The Author: Parrott has worked as a journalist, teacher, and lawyer. He lives with his wife in South Glastonbury, Conn.
The Book: Parrott explores the history of the Piazza San Marco, Venice’s oldest and most important architectural site and one of the great urban spaces in the world. He gives an account of the development of the entire piazza complex and the history of the Venetian republic. This volume includes more than 100 color photographs and maps. His heroic view of Venice illustrates a city formed out of the void by sheer toil. The Venetians built a city that stands today not merely as an attraction for millions, but as a testament to architectural genius: a shining example of Western communal art.
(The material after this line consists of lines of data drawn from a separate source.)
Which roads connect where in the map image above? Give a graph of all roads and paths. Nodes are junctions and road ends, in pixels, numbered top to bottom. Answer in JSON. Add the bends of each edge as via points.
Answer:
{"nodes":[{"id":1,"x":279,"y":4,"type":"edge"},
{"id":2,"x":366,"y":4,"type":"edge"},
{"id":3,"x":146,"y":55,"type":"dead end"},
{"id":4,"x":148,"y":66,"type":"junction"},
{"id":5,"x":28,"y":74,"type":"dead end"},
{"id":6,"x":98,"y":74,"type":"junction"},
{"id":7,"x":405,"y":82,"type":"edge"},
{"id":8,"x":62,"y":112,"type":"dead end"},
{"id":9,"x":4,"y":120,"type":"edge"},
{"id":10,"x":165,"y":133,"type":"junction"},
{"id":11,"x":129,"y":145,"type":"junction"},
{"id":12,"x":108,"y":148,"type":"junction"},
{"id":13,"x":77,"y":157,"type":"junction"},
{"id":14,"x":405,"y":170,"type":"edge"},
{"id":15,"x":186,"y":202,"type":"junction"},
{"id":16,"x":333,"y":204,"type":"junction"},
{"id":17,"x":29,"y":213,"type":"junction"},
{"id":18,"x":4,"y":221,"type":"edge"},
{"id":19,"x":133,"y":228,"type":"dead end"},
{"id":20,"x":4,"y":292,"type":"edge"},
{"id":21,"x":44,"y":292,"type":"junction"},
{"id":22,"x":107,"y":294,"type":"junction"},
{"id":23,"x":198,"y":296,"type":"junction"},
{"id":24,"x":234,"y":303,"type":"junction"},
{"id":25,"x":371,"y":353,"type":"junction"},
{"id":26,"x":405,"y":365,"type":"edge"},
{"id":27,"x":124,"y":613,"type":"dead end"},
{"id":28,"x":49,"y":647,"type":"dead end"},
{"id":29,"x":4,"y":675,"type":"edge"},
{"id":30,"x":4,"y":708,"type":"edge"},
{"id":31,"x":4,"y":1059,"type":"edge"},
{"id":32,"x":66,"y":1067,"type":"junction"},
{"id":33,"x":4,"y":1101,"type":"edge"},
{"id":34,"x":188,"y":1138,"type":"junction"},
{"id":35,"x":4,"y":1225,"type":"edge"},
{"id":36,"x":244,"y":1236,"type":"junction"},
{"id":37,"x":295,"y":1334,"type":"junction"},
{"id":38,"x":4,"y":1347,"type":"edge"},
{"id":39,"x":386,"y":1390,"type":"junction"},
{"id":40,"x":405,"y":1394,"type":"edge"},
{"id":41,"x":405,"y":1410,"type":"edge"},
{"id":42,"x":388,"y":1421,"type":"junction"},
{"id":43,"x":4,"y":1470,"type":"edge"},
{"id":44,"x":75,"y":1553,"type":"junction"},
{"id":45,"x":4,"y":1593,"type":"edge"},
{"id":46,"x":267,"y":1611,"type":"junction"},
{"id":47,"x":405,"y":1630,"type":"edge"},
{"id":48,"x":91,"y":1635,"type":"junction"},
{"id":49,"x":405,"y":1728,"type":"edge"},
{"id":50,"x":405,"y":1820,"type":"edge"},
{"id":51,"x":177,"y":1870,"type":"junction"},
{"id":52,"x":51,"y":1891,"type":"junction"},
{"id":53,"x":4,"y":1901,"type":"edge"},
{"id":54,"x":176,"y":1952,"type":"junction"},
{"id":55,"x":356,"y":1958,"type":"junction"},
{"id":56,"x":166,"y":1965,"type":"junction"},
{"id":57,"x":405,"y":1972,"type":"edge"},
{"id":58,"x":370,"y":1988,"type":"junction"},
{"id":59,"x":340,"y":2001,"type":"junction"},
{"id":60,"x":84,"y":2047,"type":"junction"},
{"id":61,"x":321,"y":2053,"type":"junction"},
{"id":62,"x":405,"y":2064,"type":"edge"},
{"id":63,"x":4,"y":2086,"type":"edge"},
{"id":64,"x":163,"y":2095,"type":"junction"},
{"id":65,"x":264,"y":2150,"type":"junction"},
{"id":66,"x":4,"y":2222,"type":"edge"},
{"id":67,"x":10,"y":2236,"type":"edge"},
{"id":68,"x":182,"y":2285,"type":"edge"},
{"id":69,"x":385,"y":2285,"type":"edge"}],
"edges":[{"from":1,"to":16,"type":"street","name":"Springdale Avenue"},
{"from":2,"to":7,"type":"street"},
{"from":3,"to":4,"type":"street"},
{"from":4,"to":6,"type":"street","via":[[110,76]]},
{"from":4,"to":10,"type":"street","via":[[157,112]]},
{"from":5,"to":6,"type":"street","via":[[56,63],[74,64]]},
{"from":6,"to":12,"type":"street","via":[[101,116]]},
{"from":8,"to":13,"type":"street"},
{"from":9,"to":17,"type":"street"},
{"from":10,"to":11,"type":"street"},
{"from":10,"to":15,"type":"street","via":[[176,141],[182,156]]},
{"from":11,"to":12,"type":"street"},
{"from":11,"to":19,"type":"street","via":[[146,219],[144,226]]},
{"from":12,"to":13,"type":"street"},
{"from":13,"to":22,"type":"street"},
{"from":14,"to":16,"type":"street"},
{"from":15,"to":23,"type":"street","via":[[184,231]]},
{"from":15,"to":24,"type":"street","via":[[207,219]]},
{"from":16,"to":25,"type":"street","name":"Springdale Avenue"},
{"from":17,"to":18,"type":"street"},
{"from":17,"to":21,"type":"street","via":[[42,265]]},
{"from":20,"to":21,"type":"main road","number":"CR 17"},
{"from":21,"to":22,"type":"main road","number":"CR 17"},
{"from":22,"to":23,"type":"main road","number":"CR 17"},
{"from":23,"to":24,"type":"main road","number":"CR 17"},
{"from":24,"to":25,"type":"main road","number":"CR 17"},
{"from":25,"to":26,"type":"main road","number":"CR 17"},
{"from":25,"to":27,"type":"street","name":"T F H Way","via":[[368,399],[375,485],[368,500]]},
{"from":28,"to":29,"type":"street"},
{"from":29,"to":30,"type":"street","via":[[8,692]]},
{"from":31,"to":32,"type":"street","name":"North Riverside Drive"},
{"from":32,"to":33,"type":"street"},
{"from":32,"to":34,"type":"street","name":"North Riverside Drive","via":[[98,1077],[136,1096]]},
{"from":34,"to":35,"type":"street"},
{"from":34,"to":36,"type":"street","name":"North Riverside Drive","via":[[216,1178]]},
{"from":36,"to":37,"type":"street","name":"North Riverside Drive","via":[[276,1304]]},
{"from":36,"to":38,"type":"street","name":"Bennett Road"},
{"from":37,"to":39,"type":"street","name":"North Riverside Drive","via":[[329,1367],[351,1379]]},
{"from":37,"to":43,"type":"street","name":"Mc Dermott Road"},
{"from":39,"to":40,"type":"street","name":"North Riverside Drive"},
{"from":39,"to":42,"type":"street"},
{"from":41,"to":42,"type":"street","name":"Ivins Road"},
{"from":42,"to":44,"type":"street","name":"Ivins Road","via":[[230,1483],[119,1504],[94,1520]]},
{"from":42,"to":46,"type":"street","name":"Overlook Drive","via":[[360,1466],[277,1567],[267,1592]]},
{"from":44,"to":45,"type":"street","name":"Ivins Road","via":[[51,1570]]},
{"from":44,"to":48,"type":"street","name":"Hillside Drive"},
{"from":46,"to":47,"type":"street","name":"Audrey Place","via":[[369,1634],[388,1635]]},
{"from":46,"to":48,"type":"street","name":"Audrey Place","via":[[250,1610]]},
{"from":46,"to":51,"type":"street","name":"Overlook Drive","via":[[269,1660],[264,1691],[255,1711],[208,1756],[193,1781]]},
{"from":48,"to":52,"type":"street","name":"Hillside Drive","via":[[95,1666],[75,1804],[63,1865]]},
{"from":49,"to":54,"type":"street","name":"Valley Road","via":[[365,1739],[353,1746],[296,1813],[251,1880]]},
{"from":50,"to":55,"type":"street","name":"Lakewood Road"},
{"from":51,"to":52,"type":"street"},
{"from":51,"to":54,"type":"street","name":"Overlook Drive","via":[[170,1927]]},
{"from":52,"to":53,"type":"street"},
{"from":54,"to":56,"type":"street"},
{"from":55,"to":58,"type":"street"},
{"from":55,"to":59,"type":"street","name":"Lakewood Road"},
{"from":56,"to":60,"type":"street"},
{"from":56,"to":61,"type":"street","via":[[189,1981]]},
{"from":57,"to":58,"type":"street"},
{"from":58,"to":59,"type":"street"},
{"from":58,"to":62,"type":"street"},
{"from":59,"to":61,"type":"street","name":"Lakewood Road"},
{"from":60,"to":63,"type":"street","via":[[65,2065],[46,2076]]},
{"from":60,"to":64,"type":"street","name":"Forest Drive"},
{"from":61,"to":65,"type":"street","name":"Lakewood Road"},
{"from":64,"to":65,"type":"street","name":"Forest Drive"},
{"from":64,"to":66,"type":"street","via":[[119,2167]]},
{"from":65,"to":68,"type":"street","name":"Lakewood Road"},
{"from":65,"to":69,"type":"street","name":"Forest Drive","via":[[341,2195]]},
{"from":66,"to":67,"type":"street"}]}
Opening Lines: “By the fifth century A.D., the architectural marvels of imperial Rome had spread far beyond the great capital itself. Centuries of continual military expansion had led emperors and proconsuls to replicate large portions of Roman material splendor in a host of conquered and colonized cities ranging over three continents from the Black Sea to the coasts of Britain, Spain, and North Africa. … One of the most brilliant examples of this elegant urban civilization was an arc of splendid cities in the northeastern corner of Italy, set slightly inland from the Adriatic Sea.”
Reviews: Publishers Weekly called the book “a fresh, integrated view of one of the most justifiably flocked-to tourist sites in Europe.” The Italian Tribune wrote: “Dial Parrott’s skillful interweaving of research from different periods and disciplines heightens the experience, as if reading several books at once, brought to life with the immediacy of a modern thriller.”